:: Data for this exercise ::
————

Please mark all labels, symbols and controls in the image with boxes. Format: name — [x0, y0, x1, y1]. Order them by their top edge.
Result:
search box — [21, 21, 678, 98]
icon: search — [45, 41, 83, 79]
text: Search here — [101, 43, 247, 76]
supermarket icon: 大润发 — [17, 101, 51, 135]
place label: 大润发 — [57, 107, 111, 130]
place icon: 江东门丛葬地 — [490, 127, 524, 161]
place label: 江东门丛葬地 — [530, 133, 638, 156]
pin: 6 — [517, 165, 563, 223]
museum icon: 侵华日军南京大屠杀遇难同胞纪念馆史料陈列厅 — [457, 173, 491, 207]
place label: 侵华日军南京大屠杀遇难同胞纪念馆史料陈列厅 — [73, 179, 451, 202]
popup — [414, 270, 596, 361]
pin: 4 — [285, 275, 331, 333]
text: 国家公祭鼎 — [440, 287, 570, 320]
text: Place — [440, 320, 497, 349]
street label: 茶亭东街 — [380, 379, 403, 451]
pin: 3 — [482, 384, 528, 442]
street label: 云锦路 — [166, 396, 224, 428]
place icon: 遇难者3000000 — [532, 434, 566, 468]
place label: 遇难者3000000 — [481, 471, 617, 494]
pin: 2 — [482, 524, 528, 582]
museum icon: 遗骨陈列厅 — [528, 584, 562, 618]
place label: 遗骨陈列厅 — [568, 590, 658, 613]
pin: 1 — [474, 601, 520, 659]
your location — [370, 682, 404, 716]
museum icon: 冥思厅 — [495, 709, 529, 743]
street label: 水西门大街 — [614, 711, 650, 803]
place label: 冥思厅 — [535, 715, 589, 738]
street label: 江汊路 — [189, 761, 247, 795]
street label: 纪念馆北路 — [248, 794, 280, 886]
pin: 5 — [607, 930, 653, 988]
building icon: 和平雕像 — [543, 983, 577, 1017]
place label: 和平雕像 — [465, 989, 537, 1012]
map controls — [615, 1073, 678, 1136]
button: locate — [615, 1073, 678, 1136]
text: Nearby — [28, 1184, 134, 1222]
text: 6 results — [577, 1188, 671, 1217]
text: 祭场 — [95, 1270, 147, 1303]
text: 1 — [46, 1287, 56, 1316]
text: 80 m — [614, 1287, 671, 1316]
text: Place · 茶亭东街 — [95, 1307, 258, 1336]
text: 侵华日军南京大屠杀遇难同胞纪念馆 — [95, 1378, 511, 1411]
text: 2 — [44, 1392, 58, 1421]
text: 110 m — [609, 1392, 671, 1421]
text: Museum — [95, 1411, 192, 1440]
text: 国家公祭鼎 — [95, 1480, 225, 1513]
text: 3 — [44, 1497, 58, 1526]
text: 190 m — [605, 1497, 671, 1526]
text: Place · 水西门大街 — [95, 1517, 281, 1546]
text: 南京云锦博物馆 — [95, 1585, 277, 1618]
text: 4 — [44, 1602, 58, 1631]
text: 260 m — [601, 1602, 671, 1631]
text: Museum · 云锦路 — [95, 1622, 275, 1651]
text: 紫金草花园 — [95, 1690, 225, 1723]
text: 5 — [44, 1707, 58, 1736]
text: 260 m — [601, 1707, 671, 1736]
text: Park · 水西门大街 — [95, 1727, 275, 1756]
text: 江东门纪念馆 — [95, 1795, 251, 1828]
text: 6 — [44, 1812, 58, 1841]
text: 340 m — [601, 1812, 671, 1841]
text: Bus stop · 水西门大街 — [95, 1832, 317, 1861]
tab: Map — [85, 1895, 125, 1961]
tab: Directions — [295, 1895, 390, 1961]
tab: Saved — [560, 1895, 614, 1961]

————

:: What to produce ::
The records above must be set down again exactly as written.

:: Response to the task ::
Please mark all labels, symbols and controls in the image with boxes. Format: name — [x0, y0, x1, y1]. Order them by their top edge.
Result:
search box — [21, 21, 678, 98]
icon: search — [45, 41, 83, 79]
text: Search here — [101, 43, 247, 76]
supermarket icon: 大润发 — [17, 101, 51, 135]
place label: 大润发 — [57, 107, 111, 130]
place icon: 江东门丛葬地 — [490, 127, 524, 161]
place label: 江东门丛葬地 — [530, 133, 638, 156]
pin: 6 — [517, 165, 563, 223]
museum icon: 侵华日军南京大屠杀遇难同胞纪念馆史料陈列厅 — [457, 173, 491, 207]
place label: 侵华日军南京大屠杀遇难同胞纪念馆史料陈列厅 — [73, 179, 451, 202]
popup — [414, 270, 596, 361]
pin: 4 — [285, 275, 331, 333]
text: 国家公祭鼎 — [440, 287, 570, 320]
text: Place — [440, 320, 497, 349]
street label: 茶亭东街 — [380, 379, 403, 451]
pin: 3 — [482, 384, 528, 442]
street label: 云锦路 — [166, 396, 224, 428]
place icon: 遇难者3000000 — [532, 434, 566, 468]
place label: 遇难者3000000 — [481, 471, 617, 494]
pin: 2 — [482, 524, 528, 582]
museum icon: 遗骨陈列厅 — [528, 584, 562, 618]
place label: 遗骨陈列厅 — [568, 590, 658, 613]
pin: 1 — [474, 601, 520, 659]
your location — [370, 682, 404, 716]
museum icon: 冥思厅 — [495, 709, 529, 743]
street label: 水西门大街 — [614, 711, 650, 803]
place label: 冥思厅 — [535, 715, 589, 738]
street label: 江汊路 — [189, 761, 247, 795]
street label: 纪念馆北路 — [248, 794, 280, 886]
pin: 5 — [607, 930, 653, 988]
building icon: 和平雕像 — [543, 983, 577, 1017]
place label: 和平雕像 — [465, 989, 537, 1012]
map controls — [615, 1073, 678, 1136]
button: locate — [615, 1073, 678, 1136]
text: Nearby — [28, 1184, 134, 1222]
text: 6 results — [577, 1188, 671, 1217]
text: 祭场 — [95, 1270, 147, 1303]
text: 1 — [46, 1287, 56, 1316]
text: 80 m — [614, 1287, 671, 1316]
text: Place · 茶亭东街 — [95, 1307, 258, 1336]
text: 侵华日军南京大屠杀遇难同胞纪念馆 — [95, 1378, 511, 1411]
text: 2 — [44, 1392, 58, 1421]
text: 110 m — [609, 1392, 671, 1421]
text: Museum — [95, 1411, 192, 1440]
text: 国家公祭鼎 — [95, 1480, 225, 1513]
text: 3 — [44, 1497, 58, 1526]
text: 190 m — [605, 1497, 671, 1526]
text: Place · 水西门大街 — [95, 1517, 281, 1546]
text: 南京云锦博物馆 — [95, 1585, 277, 1618]
text: 4 — [44, 1602, 58, 1631]
text: 260 m — [601, 1602, 671, 1631]
text: Museum · 云锦路 — [95, 1622, 275, 1651]
text: 紫金草花园 — [95, 1690, 225, 1723]
text: 5 — [44, 1707, 58, 1736]
text: 260 m — [601, 1707, 671, 1736]
text: Park · 水西门大街 — [95, 1727, 275, 1756]
text: 江东门纪念馆 — [95, 1795, 251, 1828]
text: 6 — [44, 1812, 58, 1841]
text: 340 m — [601, 1812, 671, 1841]
text: Bus stop · 水西门大街 — [95, 1832, 317, 1861]
tab: Map — [85, 1895, 125, 1961]
tab: Directions — [295, 1895, 390, 1961]
tab: Saved — [560, 1895, 614, 1961]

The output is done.